夫自身が働いて賃金を得ているのだから、自分のことは自分でおカネを出してなんとかしなさい、と話す。
もやもや。
子供の医療に関することは、親である我々が責任を持って治療すべきだと思ってるし、自分のことは自分でお金を出すのが当たり前。
わかってるし、間違ってはいない。
でも、2人を治療するとなると切っては切れないおカネの問題が出てくる。
そのために、日々せっせと節約に励み、自炊を心がけ、お得なスーパーまで自転車を走らせている。
それについては、夫や子供のためだと割り切っている。
わたしが惣菜や外食に頼らずに過ごし、出かける時は水筒を持参し、微々たる金額かもしれないが節約を心がけるのは、働いてお金を稼いでくれる夫のおカネを大事に使おうという気持ちでもある。
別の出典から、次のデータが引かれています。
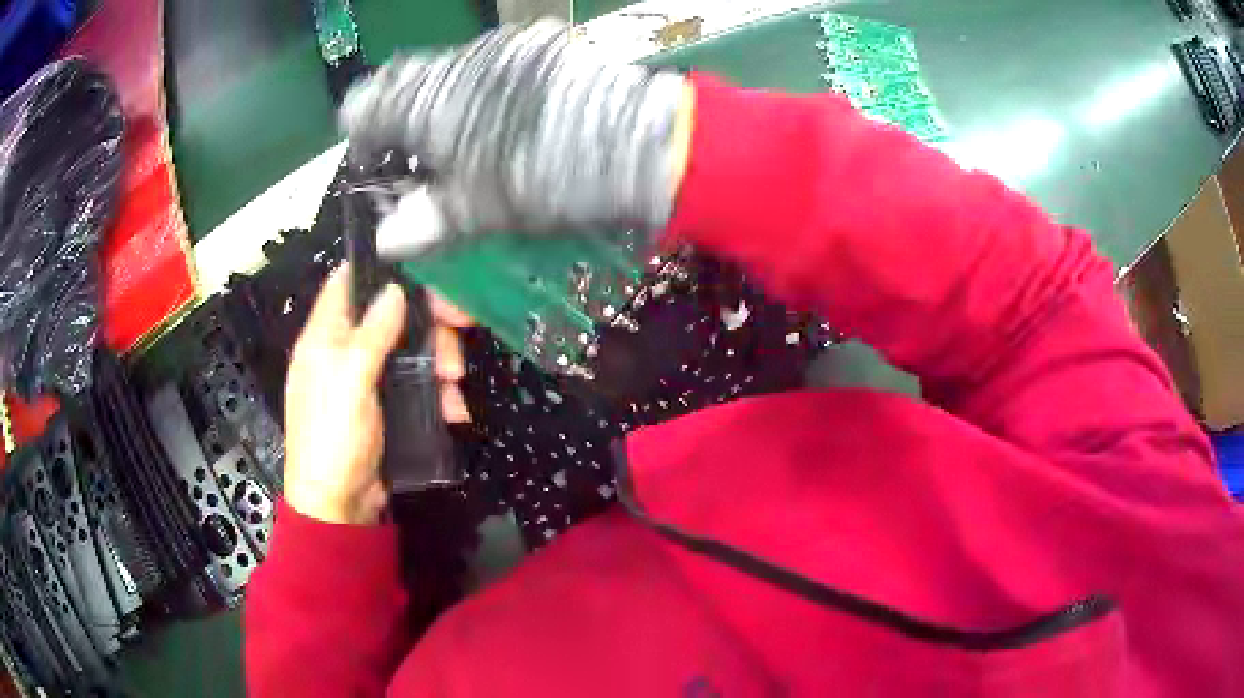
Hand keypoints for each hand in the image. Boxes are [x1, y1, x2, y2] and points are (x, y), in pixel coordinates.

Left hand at [283, 265, 471, 524]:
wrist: (339, 506)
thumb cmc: (334, 438)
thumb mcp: (350, 381)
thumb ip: (372, 333)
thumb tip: (393, 289)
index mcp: (325, 336)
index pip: (348, 283)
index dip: (381, 272)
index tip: (422, 273)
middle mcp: (345, 350)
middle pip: (391, 315)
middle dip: (428, 325)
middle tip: (458, 338)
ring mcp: (367, 378)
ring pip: (410, 349)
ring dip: (438, 362)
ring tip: (455, 387)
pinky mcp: (386, 405)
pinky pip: (416, 384)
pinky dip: (436, 392)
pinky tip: (453, 410)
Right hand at [341, 19, 693, 256]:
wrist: (635, 142)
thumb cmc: (546, 178)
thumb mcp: (479, 210)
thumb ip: (426, 221)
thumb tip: (388, 238)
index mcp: (427, 103)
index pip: (363, 109)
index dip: (362, 139)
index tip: (378, 164)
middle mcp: (455, 64)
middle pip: (404, 86)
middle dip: (406, 121)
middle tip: (428, 159)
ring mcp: (499, 48)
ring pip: (447, 73)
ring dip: (446, 103)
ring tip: (473, 139)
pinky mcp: (536, 45)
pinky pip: (490, 63)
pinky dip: (485, 89)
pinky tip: (510, 115)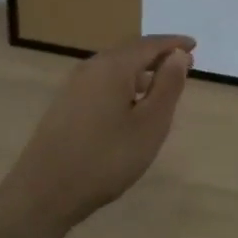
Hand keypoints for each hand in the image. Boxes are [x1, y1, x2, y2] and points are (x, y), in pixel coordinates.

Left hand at [9, 35, 195, 225]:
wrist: (43, 193)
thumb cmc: (106, 158)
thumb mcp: (150, 124)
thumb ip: (168, 86)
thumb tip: (179, 55)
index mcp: (113, 66)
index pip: (150, 44)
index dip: (174, 43)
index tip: (194, 45)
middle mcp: (91, 68)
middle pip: (130, 52)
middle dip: (158, 56)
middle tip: (184, 65)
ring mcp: (74, 87)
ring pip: (115, 68)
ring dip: (141, 71)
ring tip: (162, 85)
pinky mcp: (65, 106)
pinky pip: (102, 82)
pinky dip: (124, 84)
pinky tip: (131, 105)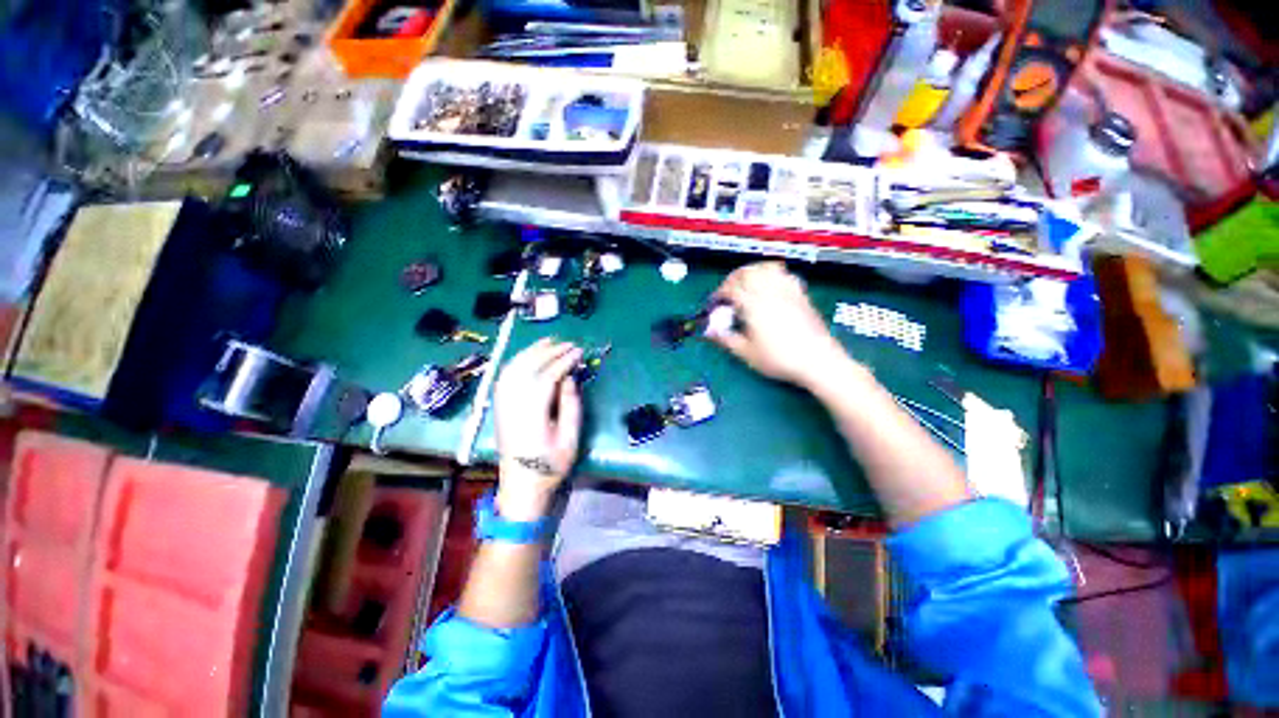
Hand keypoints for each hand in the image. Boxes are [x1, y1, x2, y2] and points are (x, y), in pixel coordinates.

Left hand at [493, 339, 582, 519]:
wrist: (521, 486)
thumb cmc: (550, 465)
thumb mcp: (570, 439)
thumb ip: (571, 405)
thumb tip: (570, 378)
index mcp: (532, 413)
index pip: (547, 376)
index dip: (564, 361)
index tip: (579, 353)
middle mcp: (513, 404)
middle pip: (529, 367)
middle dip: (550, 351)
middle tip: (569, 344)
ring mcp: (503, 404)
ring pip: (514, 368)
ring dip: (532, 351)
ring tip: (549, 341)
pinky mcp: (499, 406)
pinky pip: (505, 376)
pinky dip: (517, 361)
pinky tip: (528, 356)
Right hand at [709, 262, 852, 387]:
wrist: (818, 361)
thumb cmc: (780, 359)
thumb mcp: (747, 353)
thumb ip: (726, 339)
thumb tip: (710, 331)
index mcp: (754, 305)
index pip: (731, 288)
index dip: (719, 293)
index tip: (715, 302)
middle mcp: (770, 293)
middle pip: (747, 271)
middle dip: (733, 278)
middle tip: (728, 290)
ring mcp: (787, 291)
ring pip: (766, 267)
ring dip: (752, 271)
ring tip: (747, 283)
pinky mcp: (800, 294)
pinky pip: (785, 274)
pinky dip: (773, 274)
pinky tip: (770, 285)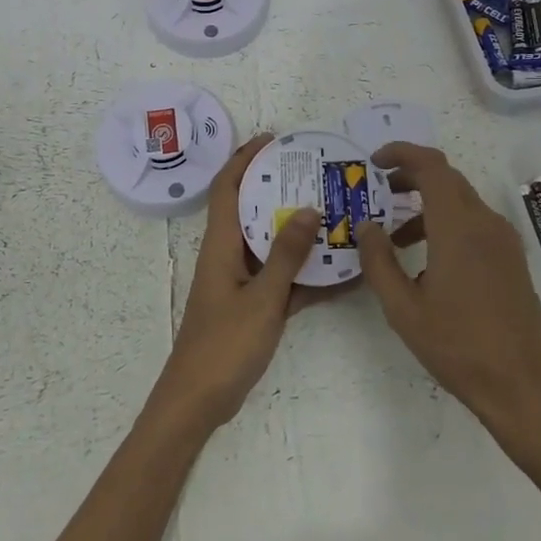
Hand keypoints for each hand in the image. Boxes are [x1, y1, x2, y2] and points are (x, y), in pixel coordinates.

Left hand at [144, 133, 324, 437]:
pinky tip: (341, 272)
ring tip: (335, 213)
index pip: (227, 187)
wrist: (199, 400)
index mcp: (220, 244)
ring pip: (270, 244)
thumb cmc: (224, 345)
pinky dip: (306, 274)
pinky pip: (282, 279)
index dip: (244, 158)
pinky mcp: (253, 305)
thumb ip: (286, 255)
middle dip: (278, 188)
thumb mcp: (262, 298)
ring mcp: (241, 281)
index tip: (272, 139)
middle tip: (316, 175)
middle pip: (251, 209)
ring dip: (297, 230)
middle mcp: (228, 254)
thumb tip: (307, 209)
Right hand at [358, 143, 540, 456]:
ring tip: (393, 236)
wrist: (524, 386)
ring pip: (460, 202)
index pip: (431, 166)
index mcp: (458, 227)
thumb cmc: (458, 346)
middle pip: (446, 179)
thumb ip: (379, 261)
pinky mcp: (511, 260)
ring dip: (425, 205)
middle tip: (377, 192)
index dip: (402, 154)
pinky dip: (445, 224)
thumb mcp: (403, 308)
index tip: (374, 161)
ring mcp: (503, 241)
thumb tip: (366, 226)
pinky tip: (425, 262)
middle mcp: (485, 223)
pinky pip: (473, 224)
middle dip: (409, 177)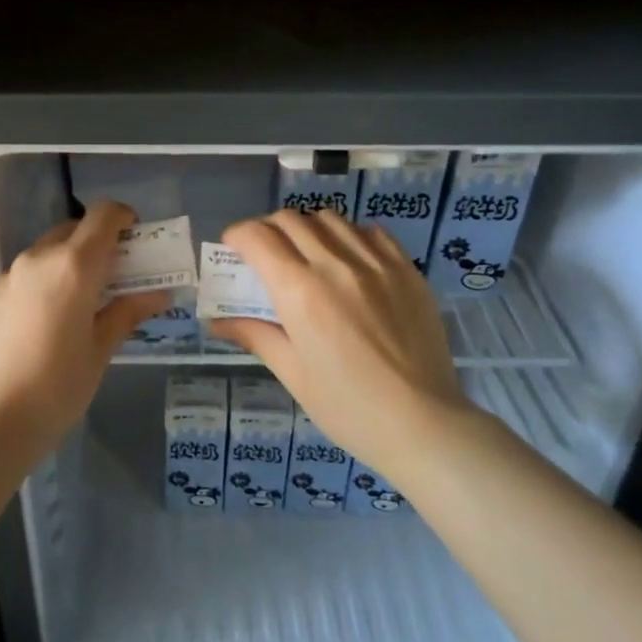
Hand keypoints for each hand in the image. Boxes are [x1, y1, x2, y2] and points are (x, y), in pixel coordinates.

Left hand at [0, 201, 169, 444]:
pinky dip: (51, 279)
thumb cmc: (53, 388)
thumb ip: (126, 314)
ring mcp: (10, 276)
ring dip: (74, 261)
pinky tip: (56, 320)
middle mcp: (39, 258)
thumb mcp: (99, 352)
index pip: (103, 215)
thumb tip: (158, 294)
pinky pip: (31, 273)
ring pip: (50, 251)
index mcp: (72, 265)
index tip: (140, 239)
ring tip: (90, 302)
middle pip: (76, 230)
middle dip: (102, 243)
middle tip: (122, 277)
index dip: (125, 218)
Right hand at [208, 210, 472, 476]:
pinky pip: (370, 232)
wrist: (423, 423)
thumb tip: (218, 321)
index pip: (258, 238)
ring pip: (329, 219)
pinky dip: (349, 236)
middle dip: (267, 229)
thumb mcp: (294, 374)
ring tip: (306, 253)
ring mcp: (376, 262)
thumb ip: (256, 335)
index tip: (233, 248)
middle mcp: (336, 265)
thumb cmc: (349, 408)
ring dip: (307, 228)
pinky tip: (348, 260)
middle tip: (263, 253)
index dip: (237, 235)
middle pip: (290, 220)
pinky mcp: (406, 269)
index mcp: (300, 293)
対して義実家は、水筒など持たず、自宅のお茶すらペットボトル、エコバッグも持ち歩かないのに、出先でレジ袋はみっともないから、とエコバッグを買う、という我が家とは真逆なお金の使い方をしている。
まるでアリとキリギリスだ、と思ってしまうことが多々ある。
いま、おカネが掛かったとしても、長男が歯並びで悩まないようにという気持ちしかない。
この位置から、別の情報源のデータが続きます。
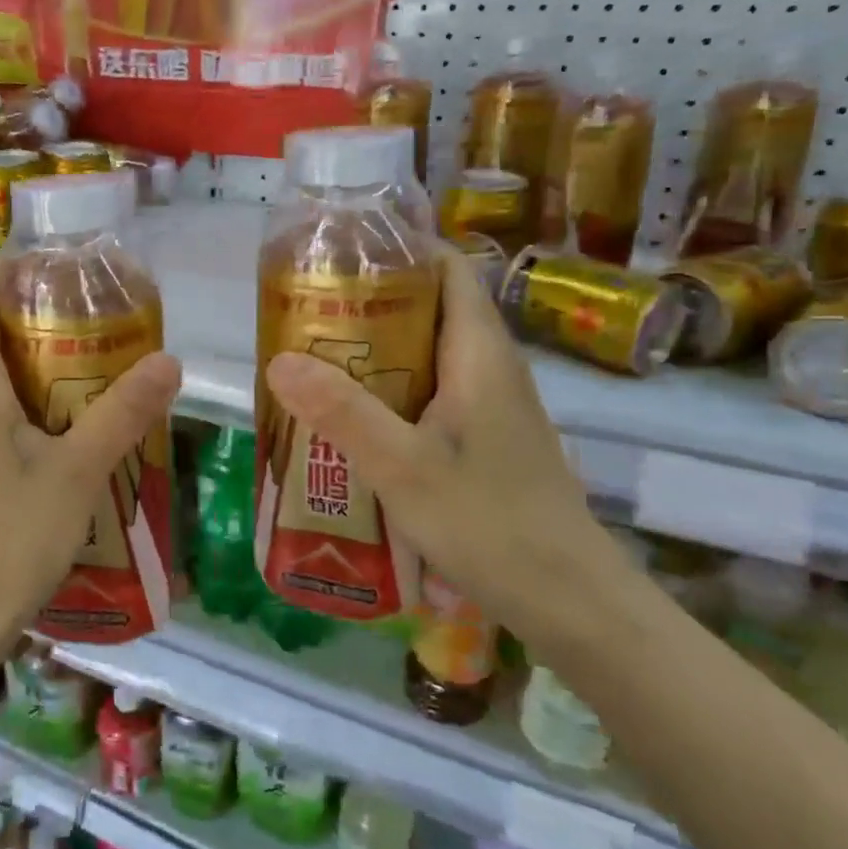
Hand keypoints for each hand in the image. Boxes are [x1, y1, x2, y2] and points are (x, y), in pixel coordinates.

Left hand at [0, 257, 182, 674]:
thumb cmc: (7, 538)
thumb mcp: (77, 473)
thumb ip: (123, 413)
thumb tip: (170, 360)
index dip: (6, 270)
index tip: (54, 267)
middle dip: (26, 318)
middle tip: (88, 322)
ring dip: (20, 365)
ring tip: (80, 374)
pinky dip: (9, 405)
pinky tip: (50, 438)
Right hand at [263, 244, 601, 632]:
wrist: (568, 600)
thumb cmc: (490, 522)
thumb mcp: (403, 467)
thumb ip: (342, 412)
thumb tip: (279, 360)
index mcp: (479, 352)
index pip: (448, 268)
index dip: (400, 249)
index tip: (340, 253)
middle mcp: (489, 366)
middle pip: (430, 307)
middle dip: (370, 302)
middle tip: (307, 311)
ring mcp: (490, 405)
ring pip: (428, 354)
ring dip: (376, 350)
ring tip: (316, 358)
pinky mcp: (485, 438)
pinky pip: (431, 393)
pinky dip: (390, 390)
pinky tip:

そうすることで、しなくてもいい苦労と痛みが減るのなら。
ひとのおカネは自分の懐が傷まないから言いたい放題言えるのよ。
笑ってそう話す義母とはどこかで線を引かねば付き合うことは難しいと感じる。
夫が社会人になったとき、高額な家電や義実家の車の費用負担などを夫が負担していた。
自分の家族と義理の家と割り切らねば大変なことになりそうな予感がして、いまの距離感を保つようにしている。
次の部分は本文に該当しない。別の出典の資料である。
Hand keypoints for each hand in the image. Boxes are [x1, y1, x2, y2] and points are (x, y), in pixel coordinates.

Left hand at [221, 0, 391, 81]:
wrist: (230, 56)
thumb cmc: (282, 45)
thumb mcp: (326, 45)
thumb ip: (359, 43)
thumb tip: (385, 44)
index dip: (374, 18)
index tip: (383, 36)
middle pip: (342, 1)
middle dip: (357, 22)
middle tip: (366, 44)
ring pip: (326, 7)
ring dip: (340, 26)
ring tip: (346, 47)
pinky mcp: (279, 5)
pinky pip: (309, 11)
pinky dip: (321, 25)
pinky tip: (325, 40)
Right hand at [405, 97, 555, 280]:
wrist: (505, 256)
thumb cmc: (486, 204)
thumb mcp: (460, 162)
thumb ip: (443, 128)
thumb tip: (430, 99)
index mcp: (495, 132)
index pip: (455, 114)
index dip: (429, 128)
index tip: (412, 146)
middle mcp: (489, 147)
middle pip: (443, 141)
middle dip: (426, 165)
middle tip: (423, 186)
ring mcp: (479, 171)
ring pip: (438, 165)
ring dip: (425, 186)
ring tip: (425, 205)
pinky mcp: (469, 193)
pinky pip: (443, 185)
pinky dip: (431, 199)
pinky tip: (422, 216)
夫は義実家のためにお金を使うことをあまり躊躇わなかったが、少し距離をとり周りの人たちとの親との付き合い方に目を向けることで自分の境遇が一般的ではなかったと気づき始めた。
わたしと夫は、「子供のために」してあげたいと考えているので同じ向きを向いていて良かったと思う。
その根底にあるのは、「自分は親にしてもらえなかったから」というものであるから、ポジティブなものではないのだけど。
それでも子供たちが大きくなった時、「あのときはありがとう」と言ってもらえることがひとつでも思い浮かぶ親でいられたらいいなと思う。